Growing black holes: from the first seeds to active galactic nuclei

Authors
Dr.
Mar Mezcua Pallerola
Date and time
18 Sep 2014 - 10:30 Europe/London
Address

Aula

Talk language
English
Slides language
English
Serie number
1
Description



One of the most puzzling questions in the field of galaxy evolution is how a
galaxy manages to grow a supermassive black hole of 10^6-10^9 solar masses at
its center and how this growth affects the galaxy itself. In those galaxies
hosting an active galactic nucleus (AGN), a dusty toroidal structure that
surrounds the central engine is thought to be the reservoir of molecular gas
that feeds the AGN and obscures the nucleus. However, black holes of 10^9 solar
masses already existed when the Universe was only ~1 Gyr old. To reach this mass
in such time, they must have started out as lower-mass seed black holes of
100-10^6 solar masses (the so-called intermediate-mass black holes, IMBHs) and
grow very fast via accretion and merger processes. Such seed IMBHs should be
present in the nucleus of low-mass galaxies and in the halos of large galaxies
(e.g., after tidal stripping of merging satellite low-mass galaxies).
Nevertheless, observational evidence of their existence is still scarce.

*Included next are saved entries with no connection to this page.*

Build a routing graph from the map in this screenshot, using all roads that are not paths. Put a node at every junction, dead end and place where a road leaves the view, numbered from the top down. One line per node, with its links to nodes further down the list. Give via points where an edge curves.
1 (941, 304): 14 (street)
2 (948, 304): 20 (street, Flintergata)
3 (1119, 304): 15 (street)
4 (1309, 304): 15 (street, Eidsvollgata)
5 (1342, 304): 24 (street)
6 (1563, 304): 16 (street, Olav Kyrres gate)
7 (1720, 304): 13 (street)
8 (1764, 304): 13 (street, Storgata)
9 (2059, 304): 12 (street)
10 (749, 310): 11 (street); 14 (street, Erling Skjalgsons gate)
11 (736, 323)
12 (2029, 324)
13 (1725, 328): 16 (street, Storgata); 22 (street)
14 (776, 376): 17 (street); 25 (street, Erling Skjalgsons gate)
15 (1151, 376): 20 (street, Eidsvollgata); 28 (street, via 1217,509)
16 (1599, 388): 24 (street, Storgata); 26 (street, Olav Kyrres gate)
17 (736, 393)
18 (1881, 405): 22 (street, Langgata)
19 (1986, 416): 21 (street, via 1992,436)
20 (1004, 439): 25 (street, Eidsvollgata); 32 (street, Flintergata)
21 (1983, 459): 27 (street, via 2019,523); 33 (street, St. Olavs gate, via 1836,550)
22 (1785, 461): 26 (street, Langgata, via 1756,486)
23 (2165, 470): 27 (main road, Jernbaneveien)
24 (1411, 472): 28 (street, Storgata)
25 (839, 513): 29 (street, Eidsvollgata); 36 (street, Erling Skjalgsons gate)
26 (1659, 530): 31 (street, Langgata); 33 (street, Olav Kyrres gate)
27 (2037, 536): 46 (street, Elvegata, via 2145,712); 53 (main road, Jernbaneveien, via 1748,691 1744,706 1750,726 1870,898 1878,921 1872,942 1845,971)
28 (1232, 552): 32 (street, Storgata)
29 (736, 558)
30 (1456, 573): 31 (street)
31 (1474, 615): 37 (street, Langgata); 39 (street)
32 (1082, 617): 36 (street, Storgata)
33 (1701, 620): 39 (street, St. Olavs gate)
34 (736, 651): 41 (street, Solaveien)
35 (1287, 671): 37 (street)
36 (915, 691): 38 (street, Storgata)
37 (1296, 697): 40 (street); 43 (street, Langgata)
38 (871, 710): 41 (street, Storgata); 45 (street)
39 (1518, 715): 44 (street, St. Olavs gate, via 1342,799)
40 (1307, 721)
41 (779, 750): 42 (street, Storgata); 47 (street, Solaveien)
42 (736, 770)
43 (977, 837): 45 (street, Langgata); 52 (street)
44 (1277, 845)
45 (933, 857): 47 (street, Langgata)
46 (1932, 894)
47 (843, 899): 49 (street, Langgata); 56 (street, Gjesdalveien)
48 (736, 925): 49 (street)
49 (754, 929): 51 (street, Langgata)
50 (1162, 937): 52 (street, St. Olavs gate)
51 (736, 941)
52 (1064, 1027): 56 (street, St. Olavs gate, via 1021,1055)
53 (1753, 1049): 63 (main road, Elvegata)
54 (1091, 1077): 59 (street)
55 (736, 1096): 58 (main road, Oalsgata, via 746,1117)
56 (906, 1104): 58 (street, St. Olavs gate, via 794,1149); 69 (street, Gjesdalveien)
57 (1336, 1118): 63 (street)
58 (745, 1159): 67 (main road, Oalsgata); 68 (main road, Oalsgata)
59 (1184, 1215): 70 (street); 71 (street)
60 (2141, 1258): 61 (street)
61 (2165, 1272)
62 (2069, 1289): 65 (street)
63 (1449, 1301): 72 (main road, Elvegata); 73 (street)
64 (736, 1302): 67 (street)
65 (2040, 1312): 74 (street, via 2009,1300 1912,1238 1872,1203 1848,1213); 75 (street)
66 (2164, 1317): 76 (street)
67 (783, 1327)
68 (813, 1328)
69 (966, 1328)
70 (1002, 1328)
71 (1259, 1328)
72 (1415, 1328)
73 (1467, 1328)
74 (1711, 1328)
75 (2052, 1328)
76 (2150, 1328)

In this talk I will show dust maps of the central few kpc of a sample of AGNs
that reveal the presence of dust filaments just crossing in front of the
nucleus. The extinction of these nuclear dust lanes is sufficient to hide the
optical nucleus of the low-luminosity AGNs, thus casting doubts on the presence
of a dusty torus. This supports the finding, from molecular gas kinematics, that
the gas reservoir vanishes at low luminosities. Instead, the nuclear dust
filaments are observed to connect with kpc-scale dust structures, suggesting
that these are the feeding channels through which material flows from galactic
scales to the nucleus.
To probe the existence of the initial seed IMBHs from which AGNs grow, we
carried out a program aimed at studying jet radio emission in extreme
ultraluminous X-ray sources (ULXs), whose high X-ray luminosities can difficulty
be explained by stellar evolution models but make them compelling IMBH
candidates. The radio observations reveal compact radio emission from two ULXs,
which become potential IMBH candidates, as well as the first detection of
possible steady jet emission from an IMBH. With a total size of ~650 pc, this
source could be the largest non-nuclear extragalactic jet ever discovered. Its
location in the arm of a spiral galaxy undergoing a minor merger event indicates
that the nuclei of minor mergers remain amongst the best candidates for IMBHs.